Iwan and Lois fall back to their snogging. In the meantime, Pete decides to tell me of his adventure earlier in the evening.
“I was having a smoke earlier,” he says. “I keep my key on a bit of rope. I put my string back over my head, and when I’d done that I brought my hand forward and the hot end of the spliff scraped across my neck and fell off into my crotch! I was sitting in Dyfrig’s car and didn’t want to burn his seat so I had to just sit there with it burning me… I was just sitting there wondering what to do and I eventually managed to get out – just because I didn’t want to let his car burn…”
Iwan stops his tongue wrestling session long enough to comment:
“I would have! I do always man!”
Pete’s had enough. He climbs over me to get out of the car. I turn back to the now not-snogging Iwan, and ask him what the band’s plans are for the future.
“Getting the album out, and doing as many gigs as we can.”
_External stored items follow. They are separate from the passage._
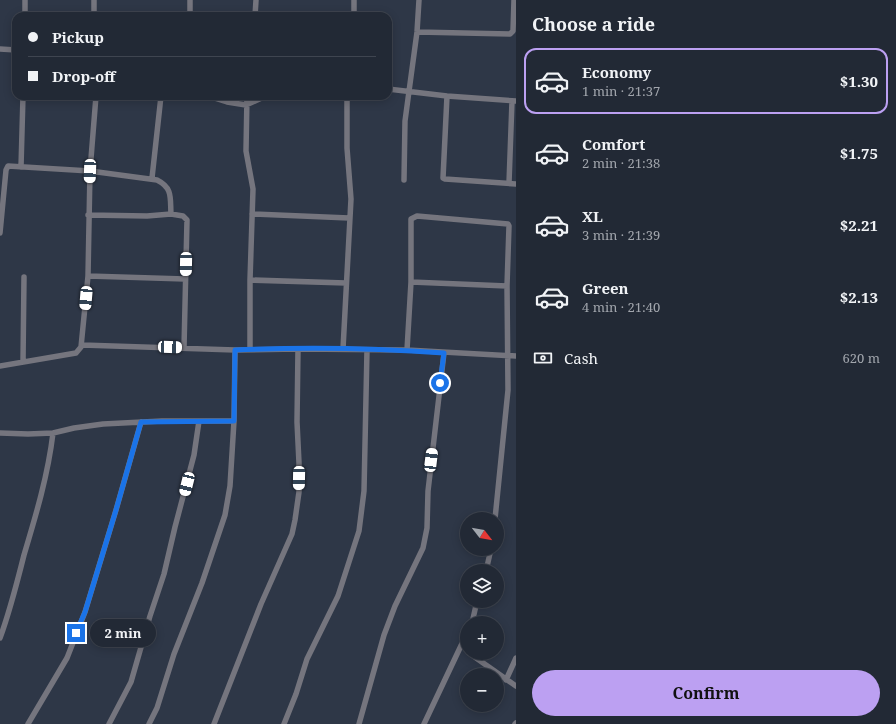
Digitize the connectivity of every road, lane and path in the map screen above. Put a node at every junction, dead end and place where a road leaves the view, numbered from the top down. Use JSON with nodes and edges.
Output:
{"nodes":[{"id":1,"x":25,"y":0,"type":"edge"},
{"id":2,"x":94,"y":0,"type":"edge"},
{"id":3,"x":190,"y":0,"type":"edge"},
{"id":4,"x":256,"y":0,"type":"edge"},
{"id":5,"x":354,"y":0,"type":"edge"},
{"id":6,"x":418,"y":0,"type":"edge"},
{"id":7,"x":514,"y":0,"type":"edge"},
{"id":8,"x":25,"y":12,"type":"edge"},
{"id":9,"x":94,"y":12,"type":"edge"},
{"id":10,"x":190,"y":12,"type":"edge"},
{"id":11,"x":255,"y":12,"type":"edge"},
{"id":12,"x":354,"y":12,"type":"edge"},
{"id":13,"x":417,"y":32,"type":"junction"},
{"id":14,"x":0,"y":49,"type":"edge"},
{"id":15,"x":12,"y":50,"type":"edge"},
{"id":16,"x":392,"y":89,"type":"edge"},
{"id":17,"x":408,"y":91,"type":"junction"},
{"id":18,"x":447,"y":96,"type":"junction"},
{"id":19,"x":23,"y":100,"type":"edge"},
{"id":20,"x":96,"y":100,"type":"edge"},
{"id":21,"x":161,"y":100,"type":"edge"},
{"id":22,"x":221,"y":100,"type":"edge"},
{"id":23,"x":247,"y":100,"type":"edge"},
{"id":24,"x":257,"y":100,"type":"edge"},
{"id":25,"x":347,"y":100,"type":"edge"},
{"id":26,"x":514,"y":101,"type":"edge"},
{"id":27,"x":246,"y":105,"type":"junction"},
{"id":28,"x":21,"y":167,"type":"junction"},
{"id":29,"x":90,"y":171,"type":"junction"},
{"id":30,"x":152,"y":178,"type":"junction"},
{"id":31,"x":404,"y":180,"type":"dead end"},
{"id":32,"x":509,"y":183,"type":"junction"},
{"id":33,"x":516,"y":184,"type":"edge"},
{"id":34,"x":171,"y":214,"type":"junction"},
{"id":35,"x":252,"y":214,"type":"junction"},
{"id":36,"x":88,"y":215,"type":"junction"},
{"id":37,"x":349,"y":218,"type":"junction"},
{"id":38,"x":0,"y":234,"type":"edge"},
{"id":39,"x":88,"y":276,"type":"junction"},
{"id":40,"x":24,"y":277,"type":"dead end"},
{"id":41,"x":185,"y":279,"type":"junction"},
{"id":42,"x":250,"y":280,"type":"junction"},
{"id":43,"x":411,"y":282,"type":"junction"},
{"id":44,"x":346,"y":283,"type":"junction"},
{"id":45,"x":507,"y":286,"type":"junction"},
{"id":46,"x":82,"y":345,"type":"junction"},
{"id":47,"x":184,"y":348,"type":"junction"},
{"id":48,"x":298,"y":348,"type":"junction"},
{"id":49,"x":250,"y":349,"type":"junction"},
{"id":50,"x":343,"y":349,"type":"junction"},
{"id":51,"x":235,"y":350,"type":"junction"},
{"id":52,"x":367,"y":350,"type":"junction"},
{"id":53,"x":407,"y":350,"type":"junction"},
{"id":54,"x":444,"y":353,"type":"junction"},
{"id":55,"x":507,"y":355,"type":"junction"},
{"id":56,"x":516,"y":356,"type":"edge"},
{"id":57,"x":23,"y":362,"type":"junction"},
{"id":58,"x":0,"y":366,"type":"edge"},
{"id":59,"x":199,"y":421,"type":"junction"},
{"id":60,"x":234,"y":421,"type":"junction"},
{"id":61,"x":141,"y":422,"type":"junction"},
{"id":62,"x":0,"y":433,"type":"edge"},
{"id":63,"x":53,"y":433,"type":"junction"},
{"id":64,"x":496,"y":512,"type":"edge"},
{"id":65,"x":0,"y":638,"type":"edge"},
{"id":66,"x":460,"y":647,"type":"edge"},
{"id":67,"x":516,"y":658,"type":"edge"},
{"id":68,"x":479,"y":660,"type":"edge"},
{"id":69,"x":506,"y":680,"type":"junction"},
{"id":70,"x":516,"y":686,"type":"edge"},
{"id":71,"x":28,"y":724,"type":"edge"},
{"id":72,"x":109,"y":724,"type":"edge"},
{"id":73,"x":149,"y":724,"type":"edge"},
{"id":74,"x":214,"y":724,"type":"edge"},
{"id":75,"x":284,"y":724,"type":"edge"},
{"id":76,"x":359,"y":724,"type":"edge"},
{"id":77,"x":424,"y":724,"type":"edge"}],
"edges":[{"from":1,"to":8,"type":"street"},
{"from":2,"to":9,"type":"street"},
{"from":3,"to":10,"type":"street"},
{"from":4,"to":11,"type":"street"},
{"from":5,"to":12,"type":"street"},
{"from":6,"to":13,"type":"street"},
{"from":7,"to":13,"type":"street"},
{"from":13,"to":17,"type":"street"},
{"from":14,"to":15,"type":"street"},
{"from":16,"to":17,"type":"street"},
{"from":17,"to":18,"type":"street"},
{"from":17,"to":31,"type":"street"},
{"from":18,"to":26,"type":"street"},
{"from":18,"to":32,"type":"street"},
{"from":19,"to":28,"type":"street"},
{"from":20,"to":29,"type":"street"},
{"from":21,"to":30,"type":"street"},
{"from":22,"to":27,"type":"street"},
{"from":23,"to":27,"type":"street"},
{"from":24,"to":27,"type":"street"},
{"from":25,"to":37,"type":"street"},
{"from":26,"to":32,"type":"street"},
{"from":27,"to":35,"type":"street"},
{"from":28,"to":29,"type":"street"},
{"from":28,"to":38,"type":"street"},
{"from":29,"to":30,"type":"street"},
{"from":29,"to":36,"type":"street"},
{"from":30,"to":34,"type":"street"},
{"from":32,"to":33,"type":"street"},
{"from":34,"to":36,"type":"street"},
{"from":34,"to":41,"type":"street"},
{"from":35,"to":37,"type":"street"},
{"from":35,"to":42,"type":"street"},
{"from":36,"to":39,"type":"street"},
{"from":37,"to":44,"type":"street"},
{"from":39,"to":41,"type":"street"},
{"from":39,"to":46,"type":"street"},
{"from":40,"to":57,"type":"street"},
{"from":41,"to":47,"type":"street"},
{"from":42,"to":44,"type":"street"},
{"from":42,"to":49,"type":"street"},
{"from":43,"to":45,"type":"street"},
{"from":43,"to":45,"type":"street"},
{"from":43,"to":53,"type":"street"},
{"from":44,"to":50,"type":"street"},
{"from":45,"to":55,"type":"street"},
{"from":46,"to":47,"type":"street"},
{"from":46,"to":57,"type":"street"},
{"from":47,"to":51,"type":"street"},
{"from":48,"to":49,"type":"street"},
{"from":48,"to":50,"type":"street"},
{"from":48,"to":74,"type":"street"},
{"from":49,"to":51,"type":"street"},
{"from":50,"to":52,"type":"street"},
{"from":51,"to":60,"type":"street"},
{"from":52,"to":53,"type":"street"},
{"from":52,"to":75,"type":"street"},
{"from":53,"to":54,"type":"street"},
{"from":54,"to":55,"type":"street"},
{"from":54,"to":76,"type":"street"},
{"from":55,"to":56,"type":"street"},
{"from":55,"to":64,"type":"street"},
{"from":57,"to":58,"type":"street"},
{"from":59,"to":60,"type":"street"},
{"from":59,"to":61,"type":"street"},
{"from":59,"to":72,"type":"street"},
{"from":60,"to":73,"type":"street"},
{"from":61,"to":63,"type":"street"},
{"from":61,"to":71,"type":"street"},
{"from":62,"to":63,"type":"street"},
{"from":63,"to":65,"type":"street"},
{"from":66,"to":77,"type":"street"},
{"from":67,"to":69,"type":"street"},
{"from":68,"to":69,"type":"street"},
{"from":69,"to":70,"type":"street"}]}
Are you going to play London again?
“I don’t know,” he muses. “We wasted loadsof our time playing London last year. It’s not like London is nice to play, ‘cos it’s really hard in London. The audience are really… they don’t give you any fucking leeway. It’s really hard to get there, driving from Penygroes. So if somebody will pay us enough in London we’ll go back there.”
It’s a catch 22 situation, right? You have to guarantee an audience to get the gigs…
“I didn’t really like playing London because it made me so insecure. Wales is very hard to play, we get really nervous – we don’t really think we’re that good. It’s really hard.”
Iwan and Lois start snogging again, and the Mad Pixie arrives. She wants to ask a question. She wants to know Iwan’s favourite fairy tale.
“I haven’t got a favourite fairy tale, but I’ve got something that scared the shit out of me when I was younger. Dyfs and me slept in the same room until about six months ago. So every story my mum told me, both of us were like, ‘Arrrgggh!’ The one about the Sandman – if you don’t go to sleep the Sandman will come to the window and if you’re awake you’ll be in trouble… and we were like, ‘fucking hell! Fuck! It’s the Sandman! Sleep! Sleep!’”
And that reminds me of the old song that goes: Mr Sandman, bring me a dream… Well, I’ve had some dreams in my time, but few have been nicer than the dream that is Topper.